* _What you have to do_
A faithful, picture-free copy of the listing below is required.

* _Given entries_
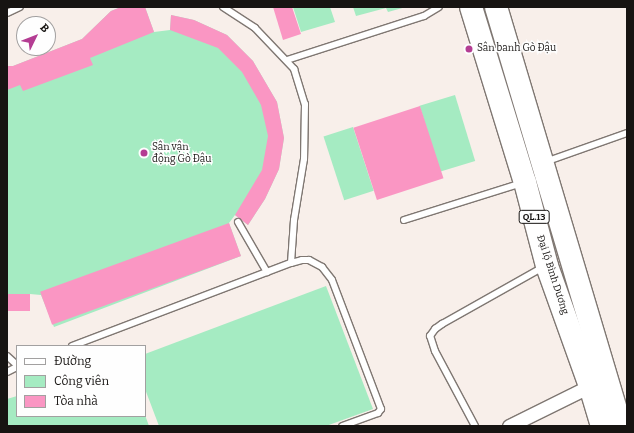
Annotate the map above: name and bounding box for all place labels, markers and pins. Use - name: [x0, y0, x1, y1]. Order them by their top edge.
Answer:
- place label: Sân banh Gò Đậu: [477, 43, 556, 55]
- marker: Sân banh Gò Đậu: [464, 44, 474, 54]
- place label: Sân vận động Gò Đậu: [152, 141, 211, 164]
- marker: Sân vận động Gò Đậu: [139, 148, 149, 158]

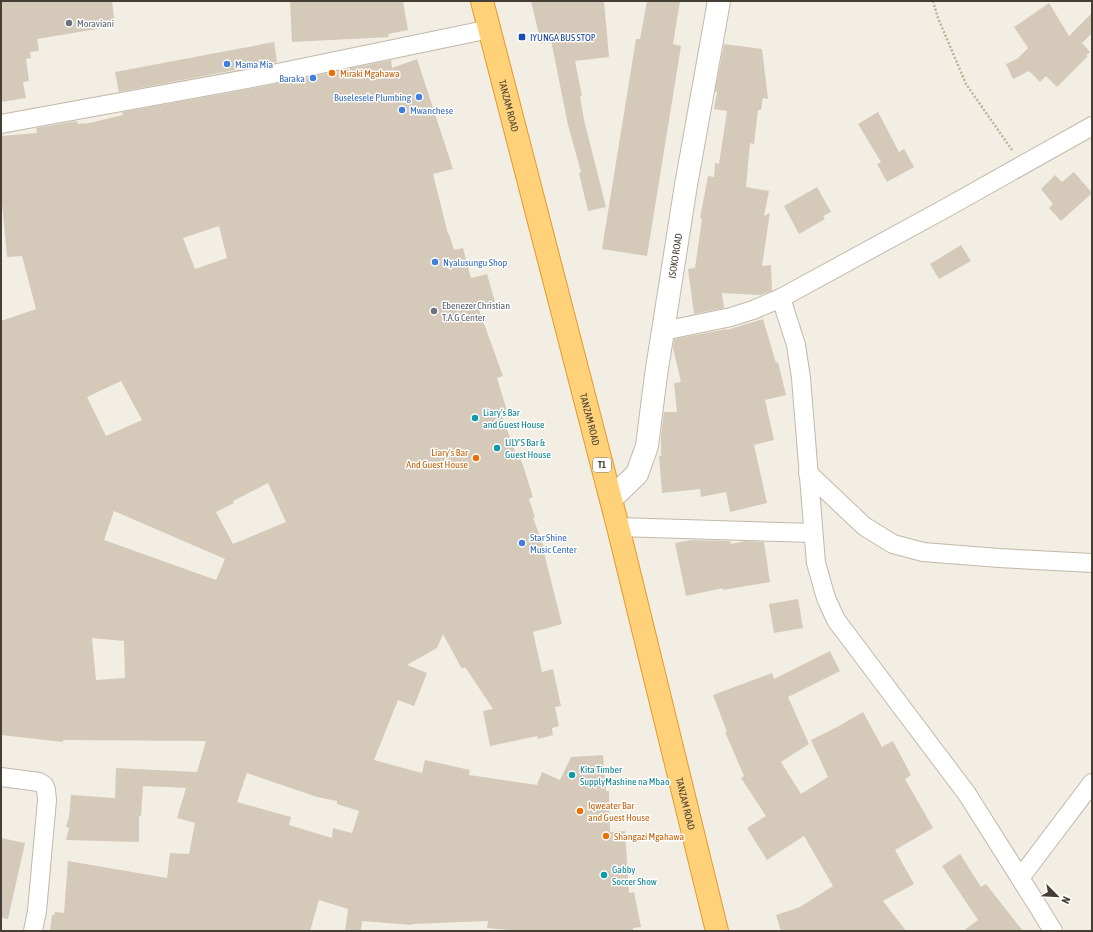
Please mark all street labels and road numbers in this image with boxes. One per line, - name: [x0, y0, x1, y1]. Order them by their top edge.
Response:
- street label: TANZAM ROAD: [497, 78, 521, 133]
- street label: ISOKO ROAD: [666, 232, 684, 279]
- street label: TANZAM ROAD: [578, 392, 602, 447]
- road number: T1: [593, 458, 611, 472]
- street label: TANZAM ROAD: [674, 776, 698, 831]

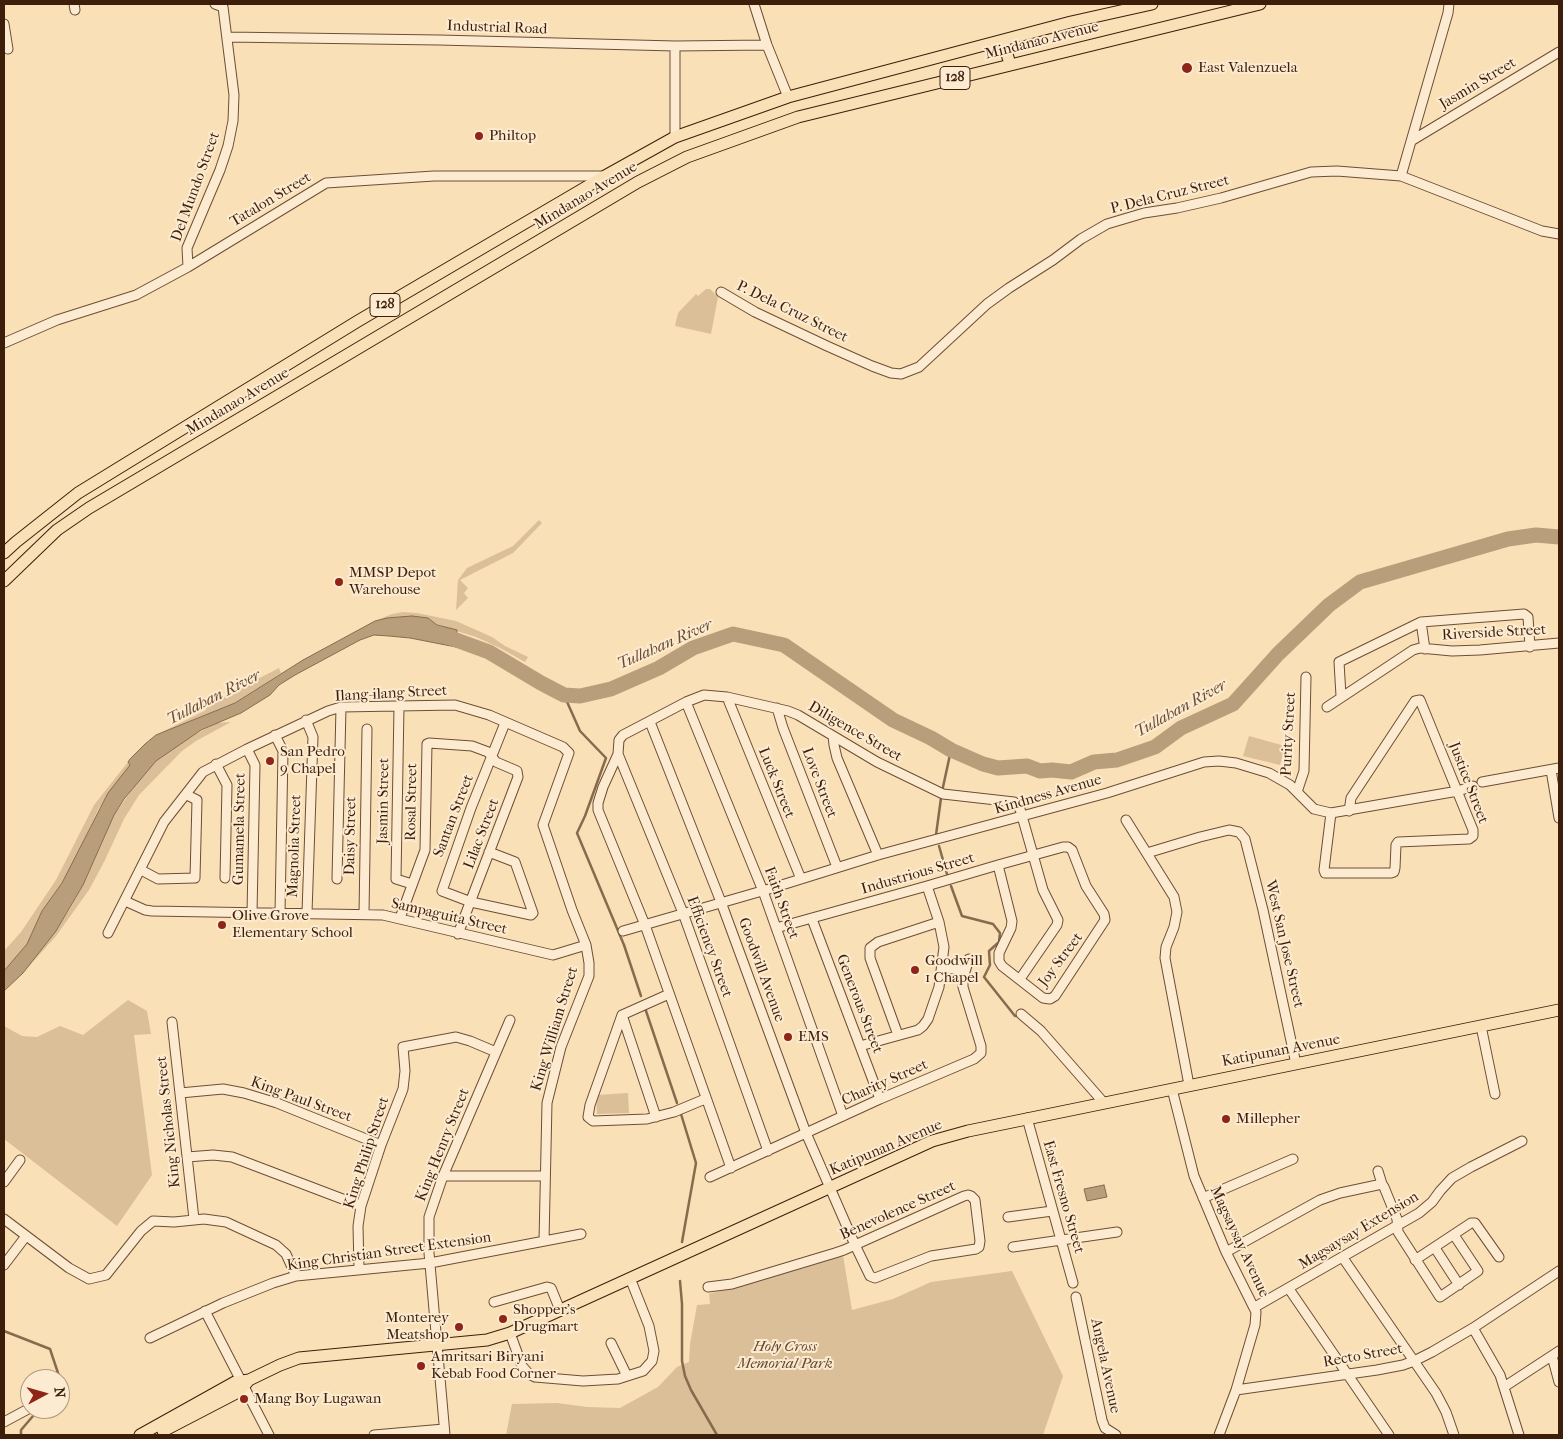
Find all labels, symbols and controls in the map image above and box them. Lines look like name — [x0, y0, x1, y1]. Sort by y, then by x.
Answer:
street label: Industrial Road — [446, 17, 548, 39]
street label: Mindanao Avenue — [983, 18, 1101, 64]
street label: Jasmin Street — [1436, 54, 1520, 114]
place label: East Valenzuela — [1198, 59, 1298, 77]
marker: East Valenzuela — [1180, 61, 1194, 75]
road number: 128 — [940, 66, 970, 90]
place label: Philtop — [489, 127, 536, 145]
street label: Del Mundo Street — [168, 130, 224, 244]
marker: Philtop — [473, 130, 485, 142]
street label: Mindanao Avenue — [531, 158, 641, 234]
street label: Tatalon Street — [227, 169, 315, 231]
street label: P. Dela Cruz Street — [1109, 172, 1231, 218]
street label: P. Dela Cruz Street — [733, 277, 851, 347]
road number: 128 — [370, 294, 400, 316]
street label: Mindanao Avenue — [183, 364, 293, 440]
place label: MMSP Depot Warehouse — [349, 564, 436, 599]
marker: MMSP Depot Warehouse — [333, 576, 345, 588]
water label: Tullahan River — [614, 615, 716, 675]
street label: Riverside Street — [1441, 621, 1547, 645]
water label: Tullahan River — [164, 666, 264, 730]
water label: Tullahan River — [1132, 676, 1230, 742]
street label: Ilang-ilang Street — [334, 682, 448, 706]
street label: Purity Street — [1278, 691, 1300, 777]
street label: Diligence Street — [805, 698, 905, 766]
street label: Justice Street — [1444, 740, 1492, 826]
place label: San Pedro 9 Chapel — [280, 743, 345, 778]
street label: Luck Street — [754, 745, 798, 821]
street label: Love Street — [797, 745, 841, 821]
marker: San Pedro 9 Chapel — [264, 755, 276, 767]
street label: Jasmin Street — [374, 758, 394, 844]
street label: Rosal Street — [402, 763, 422, 841]
street label: Kindness Avenue — [992, 771, 1104, 819]
street label: Santan Street — [430, 772, 478, 860]
street label: Gumamela Street — [230, 773, 250, 885]
street label: Magnolia Street — [284, 794, 306, 898]
street label: Daisy Street — [341, 796, 361, 876]
street label: Lilac Street — [460, 796, 504, 872]
street label: Industrious Street — [859, 849, 977, 899]
street label: Faith Street — [760, 864, 802, 942]
street label: West San Jose Street — [1261, 878, 1307, 1010]
street label: Efficiency Street — [682, 894, 736, 1000]
street label: Sampaguita Street — [389, 895, 509, 939]
place label: Olive Grove Elementary School — [232, 907, 353, 942]
street label: Goodwill Avenue — [734, 915, 788, 1025]
marker: Olive Grove Elementary School — [216, 919, 228, 931]
street label: Joy Street — [1035, 929, 1087, 991]
street label: Generous Street — [832, 952, 886, 1056]
place label: Goodwill 1 Chapel — [925, 952, 983, 987]
marker: Goodwill 1 Chapel — [909, 964, 921, 976]
street label: King William Street — [527, 965, 583, 1093]
place label: EMS — [798, 1028, 829, 1046]
marker: EMS — [782, 1031, 794, 1043]
street label: Katipunan Avenue — [1220, 1031, 1342, 1071]
street label: King Nicholas Street — [153, 1055, 185, 1189]
street label: Charity Street — [839, 1056, 931, 1110]
street label: King Paul Street — [248, 1073, 354, 1127]
street label: King Henry Street — [412, 1086, 474, 1204]
street label: King Philip Street — [340, 1095, 394, 1211]
place label: Millepher — [1236, 1110, 1300, 1128]
marker: Millepher — [1220, 1113, 1232, 1125]
street label: Katipunan Avenue — [827, 1116, 945, 1180]
street label: East Fresno Street — [1038, 1139, 1088, 1255]
street label: Benevolence Street — [837, 1177, 959, 1245]
street label: Magsaysay Avenue — [1205, 1183, 1273, 1301]
street label: Magsaysay Extension — [1296, 1188, 1422, 1274]
street label: King Christian Street Extension — [286, 1229, 492, 1275]
place label: Shopper's Drugmart — [513, 1301, 579, 1336]
place label: Monterey Meatshop — [385, 1309, 449, 1344]
marker: Shopper's Drugmart — [497, 1313, 509, 1325]
street label: Angela Avenue — [1086, 1317, 1124, 1415]
marker: Monterey Meatshop — [453, 1321, 465, 1333]
park label: Holy Cross Memorial Park — [737, 1338, 833, 1373]
street label: Recto Street — [1322, 1340, 1404, 1372]
place label: Amritsari Biryani Kebab Food Corner — [431, 1348, 556, 1383]
marker: Amritsari Biryani Kebab Food Corner — [415, 1360, 427, 1372]
north arrow — [20, 1369, 70, 1419]
text: N — [50, 1386, 68, 1399]
place label: Mang Boy Lugawan — [254, 1390, 382, 1408]
marker: Mang Boy Lugawan — [238, 1393, 250, 1405]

* _Output for this task_
Annotate the map above: name and bounding box for all place labels, markers and pins. Use - name: [x0, y0, x1, y1]. Order them by their top edge.
Answer:
- place label: Sân banh Gò Đậu: [477, 43, 556, 55]
- marker: Sân banh Gò Đậu: [464, 44, 474, 54]
- place label: Sân vận động Gò Đậu: [152, 141, 211, 164]
- marker: Sân vận động Gò Đậu: [139, 148, 149, 158]

Please mark all street labels and road numbers in this image with boxes. One per line, - name: [x0, y0, x1, y1]. Order them by their top edge.
Response:
- street label: TANZAM ROAD: [497, 78, 521, 133]
- street label: ISOKO ROAD: [666, 232, 684, 279]
- street label: TANZAM ROAD: [578, 392, 602, 447]
- road number: T1: [593, 458, 611, 472]
- street label: TANZAM ROAD: [674, 776, 698, 831]

Find all labels, symbols and controls in the map image above and box them. Lines look like name — [x0, y0, x1, y1]. Sort by y, then by x.
Answer:
street label: Industrial Road — [446, 17, 548, 39]
street label: Mindanao Avenue — [983, 18, 1101, 64]
street label: Jasmin Street — [1436, 54, 1520, 114]
place label: East Valenzuela — [1198, 59, 1298, 77]
marker: East Valenzuela — [1180, 61, 1194, 75]
road number: 128 — [940, 66, 970, 90]
place label: Philtop — [489, 127, 536, 145]
street label: Del Mundo Street — [168, 130, 224, 244]
marker: Philtop — [473, 130, 485, 142]
street label: Mindanao Avenue — [531, 158, 641, 234]
street label: Tatalon Street — [227, 169, 315, 231]
street label: P. Dela Cruz Street — [1109, 172, 1231, 218]
street label: P. Dela Cruz Street — [733, 277, 851, 347]
road number: 128 — [370, 294, 400, 316]
street label: Mindanao Avenue — [183, 364, 293, 440]
place label: MMSP Depot Warehouse — [349, 564, 436, 599]
marker: MMSP Depot Warehouse — [333, 576, 345, 588]
water label: Tullahan River — [614, 615, 716, 675]
street label: Riverside Street — [1441, 621, 1547, 645]
water label: Tullahan River — [164, 666, 264, 730]
water label: Tullahan River — [1132, 676, 1230, 742]
street label: Ilang-ilang Street — [334, 682, 448, 706]
street label: Purity Street — [1278, 691, 1300, 777]
street label: Diligence Street — [805, 698, 905, 766]
street label: Justice Street — [1444, 740, 1492, 826]
place label: San Pedro 9 Chapel — [280, 743, 345, 778]
street label: Luck Street — [754, 745, 798, 821]
street label: Love Street — [797, 745, 841, 821]
marker: San Pedro 9 Chapel — [264, 755, 276, 767]
street label: Jasmin Street — [374, 758, 394, 844]
street label: Rosal Street — [402, 763, 422, 841]
street label: Kindness Avenue — [992, 771, 1104, 819]
street label: Santan Street — [430, 772, 478, 860]
street label: Gumamela Street — [230, 773, 250, 885]
street label: Magnolia Street — [284, 794, 306, 898]
street label: Daisy Street — [341, 796, 361, 876]
street label: Lilac Street — [460, 796, 504, 872]
street label: Industrious Street — [859, 849, 977, 899]
street label: Faith Street — [760, 864, 802, 942]
street label: West San Jose Street — [1261, 878, 1307, 1010]
street label: Efficiency Street — [682, 894, 736, 1000]
street label: Sampaguita Street — [389, 895, 509, 939]
place label: Olive Grove Elementary School — [232, 907, 353, 942]
street label: Goodwill Avenue — [734, 915, 788, 1025]
marker: Olive Grove Elementary School — [216, 919, 228, 931]
street label: Joy Street — [1035, 929, 1087, 991]
street label: Generous Street — [832, 952, 886, 1056]
place label: Goodwill 1 Chapel — [925, 952, 983, 987]
marker: Goodwill 1 Chapel — [909, 964, 921, 976]
street label: King William Street — [527, 965, 583, 1093]
place label: EMS — [798, 1028, 829, 1046]
marker: EMS — [782, 1031, 794, 1043]
street label: Katipunan Avenue — [1220, 1031, 1342, 1071]
street label: King Nicholas Street — [153, 1055, 185, 1189]
street label: Charity Street — [839, 1056, 931, 1110]
street label: King Paul Street — [248, 1073, 354, 1127]
street label: King Henry Street — [412, 1086, 474, 1204]
street label: King Philip Street — [340, 1095, 394, 1211]
place label: Millepher — [1236, 1110, 1300, 1128]
marker: Millepher — [1220, 1113, 1232, 1125]
street label: Katipunan Avenue — [827, 1116, 945, 1180]
street label: East Fresno Street — [1038, 1139, 1088, 1255]
street label: Benevolence Street — [837, 1177, 959, 1245]
street label: Magsaysay Avenue — [1205, 1183, 1273, 1301]
street label: Magsaysay Extension — [1296, 1188, 1422, 1274]
street label: King Christian Street Extension — [286, 1229, 492, 1275]
place label: Shopper's Drugmart — [513, 1301, 579, 1336]
place label: Monterey Meatshop — [385, 1309, 449, 1344]
marker: Shopper's Drugmart — [497, 1313, 509, 1325]
street label: Angela Avenue — [1086, 1317, 1124, 1415]
marker: Monterey Meatshop — [453, 1321, 465, 1333]
park label: Holy Cross Memorial Park — [737, 1338, 833, 1373]
street label: Recto Street — [1322, 1340, 1404, 1372]
place label: Amritsari Biryani Kebab Food Corner — [431, 1348, 556, 1383]
marker: Amritsari Biryani Kebab Food Corner — [415, 1360, 427, 1372]
north arrow — [20, 1369, 70, 1419]
text: N — [50, 1386, 68, 1399]
place label: Mang Boy Lugawan — [254, 1390, 382, 1408]
marker: Mang Boy Lugawan — [238, 1393, 250, 1405]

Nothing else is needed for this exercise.